> [Work order]:
Look through the data below and, wherever a line carries the word "Left", please copy that line.

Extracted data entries
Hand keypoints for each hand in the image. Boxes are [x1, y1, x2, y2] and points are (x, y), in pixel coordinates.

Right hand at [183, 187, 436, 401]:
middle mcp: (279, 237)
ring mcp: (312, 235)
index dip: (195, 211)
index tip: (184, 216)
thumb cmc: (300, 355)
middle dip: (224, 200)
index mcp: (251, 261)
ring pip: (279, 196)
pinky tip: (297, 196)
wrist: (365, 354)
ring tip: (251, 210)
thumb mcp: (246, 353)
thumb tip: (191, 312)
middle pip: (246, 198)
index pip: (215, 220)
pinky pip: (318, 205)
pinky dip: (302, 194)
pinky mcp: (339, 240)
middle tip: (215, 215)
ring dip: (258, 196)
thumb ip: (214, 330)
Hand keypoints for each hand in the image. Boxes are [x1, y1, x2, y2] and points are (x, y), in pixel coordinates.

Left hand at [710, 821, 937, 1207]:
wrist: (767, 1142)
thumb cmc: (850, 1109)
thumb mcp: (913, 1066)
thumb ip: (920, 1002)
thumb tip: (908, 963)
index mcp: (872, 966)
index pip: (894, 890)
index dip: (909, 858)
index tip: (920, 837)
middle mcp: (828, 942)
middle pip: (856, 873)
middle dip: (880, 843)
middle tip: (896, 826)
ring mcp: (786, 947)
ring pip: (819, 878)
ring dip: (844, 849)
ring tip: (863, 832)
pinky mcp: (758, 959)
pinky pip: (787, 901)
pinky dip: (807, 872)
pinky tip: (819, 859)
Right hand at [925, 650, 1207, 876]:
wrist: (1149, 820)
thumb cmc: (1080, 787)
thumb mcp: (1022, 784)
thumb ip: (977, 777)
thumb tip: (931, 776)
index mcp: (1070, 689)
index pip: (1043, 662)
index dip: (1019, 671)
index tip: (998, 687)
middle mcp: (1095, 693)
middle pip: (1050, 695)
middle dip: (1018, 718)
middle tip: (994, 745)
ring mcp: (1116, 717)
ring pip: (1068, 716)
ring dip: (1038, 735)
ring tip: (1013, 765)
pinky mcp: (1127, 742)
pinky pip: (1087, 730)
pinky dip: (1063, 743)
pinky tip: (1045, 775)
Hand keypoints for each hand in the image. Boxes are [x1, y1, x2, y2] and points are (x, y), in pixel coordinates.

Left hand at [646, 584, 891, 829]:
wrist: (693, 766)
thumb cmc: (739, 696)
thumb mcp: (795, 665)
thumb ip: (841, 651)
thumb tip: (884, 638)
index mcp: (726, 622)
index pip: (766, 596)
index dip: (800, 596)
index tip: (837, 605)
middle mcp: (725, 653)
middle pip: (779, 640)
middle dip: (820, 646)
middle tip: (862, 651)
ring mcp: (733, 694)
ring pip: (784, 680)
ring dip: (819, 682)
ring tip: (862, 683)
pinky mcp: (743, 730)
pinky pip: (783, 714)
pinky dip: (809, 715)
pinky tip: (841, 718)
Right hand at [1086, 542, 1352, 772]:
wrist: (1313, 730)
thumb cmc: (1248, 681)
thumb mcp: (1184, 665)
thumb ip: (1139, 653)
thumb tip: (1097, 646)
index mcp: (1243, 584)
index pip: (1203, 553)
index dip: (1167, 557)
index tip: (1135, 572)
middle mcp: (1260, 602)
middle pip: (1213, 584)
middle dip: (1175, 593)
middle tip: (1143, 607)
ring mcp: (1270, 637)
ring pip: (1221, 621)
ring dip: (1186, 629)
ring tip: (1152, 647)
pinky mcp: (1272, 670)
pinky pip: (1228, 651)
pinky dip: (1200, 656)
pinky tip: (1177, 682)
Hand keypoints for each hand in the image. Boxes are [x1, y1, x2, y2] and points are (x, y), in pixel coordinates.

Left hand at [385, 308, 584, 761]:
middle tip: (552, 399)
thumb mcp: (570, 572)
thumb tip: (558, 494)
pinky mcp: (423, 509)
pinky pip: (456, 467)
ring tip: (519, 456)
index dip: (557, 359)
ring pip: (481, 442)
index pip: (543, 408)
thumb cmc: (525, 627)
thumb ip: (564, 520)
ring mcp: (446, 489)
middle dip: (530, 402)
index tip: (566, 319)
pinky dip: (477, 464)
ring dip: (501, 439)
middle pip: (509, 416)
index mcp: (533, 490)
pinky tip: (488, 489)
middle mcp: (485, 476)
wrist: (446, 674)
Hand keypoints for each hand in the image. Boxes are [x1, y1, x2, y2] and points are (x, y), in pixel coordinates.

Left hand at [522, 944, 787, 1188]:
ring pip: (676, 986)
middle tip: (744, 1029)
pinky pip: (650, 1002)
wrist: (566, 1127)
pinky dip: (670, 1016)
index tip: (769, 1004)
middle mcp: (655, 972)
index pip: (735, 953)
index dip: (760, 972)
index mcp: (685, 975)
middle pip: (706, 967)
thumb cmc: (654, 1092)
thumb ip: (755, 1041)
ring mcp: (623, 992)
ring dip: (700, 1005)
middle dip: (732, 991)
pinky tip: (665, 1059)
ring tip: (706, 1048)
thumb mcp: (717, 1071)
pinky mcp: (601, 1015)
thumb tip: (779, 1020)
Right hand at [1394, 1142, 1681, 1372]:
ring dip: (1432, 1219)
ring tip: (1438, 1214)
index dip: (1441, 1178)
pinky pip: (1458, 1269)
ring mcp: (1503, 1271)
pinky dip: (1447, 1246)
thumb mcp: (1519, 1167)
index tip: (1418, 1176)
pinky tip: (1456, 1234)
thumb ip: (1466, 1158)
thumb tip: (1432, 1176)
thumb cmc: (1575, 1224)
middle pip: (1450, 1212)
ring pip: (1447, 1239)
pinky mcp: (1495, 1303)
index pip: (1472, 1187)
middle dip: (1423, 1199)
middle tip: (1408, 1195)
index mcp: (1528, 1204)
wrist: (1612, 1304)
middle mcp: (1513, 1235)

> [Your response]:
Left hand at [710, 821, 937, 1207]:
Left hand at [646, 584, 891, 829]:
Left hand at [385, 308, 584, 761]:
Left hand at [522, 944, 787, 1188]:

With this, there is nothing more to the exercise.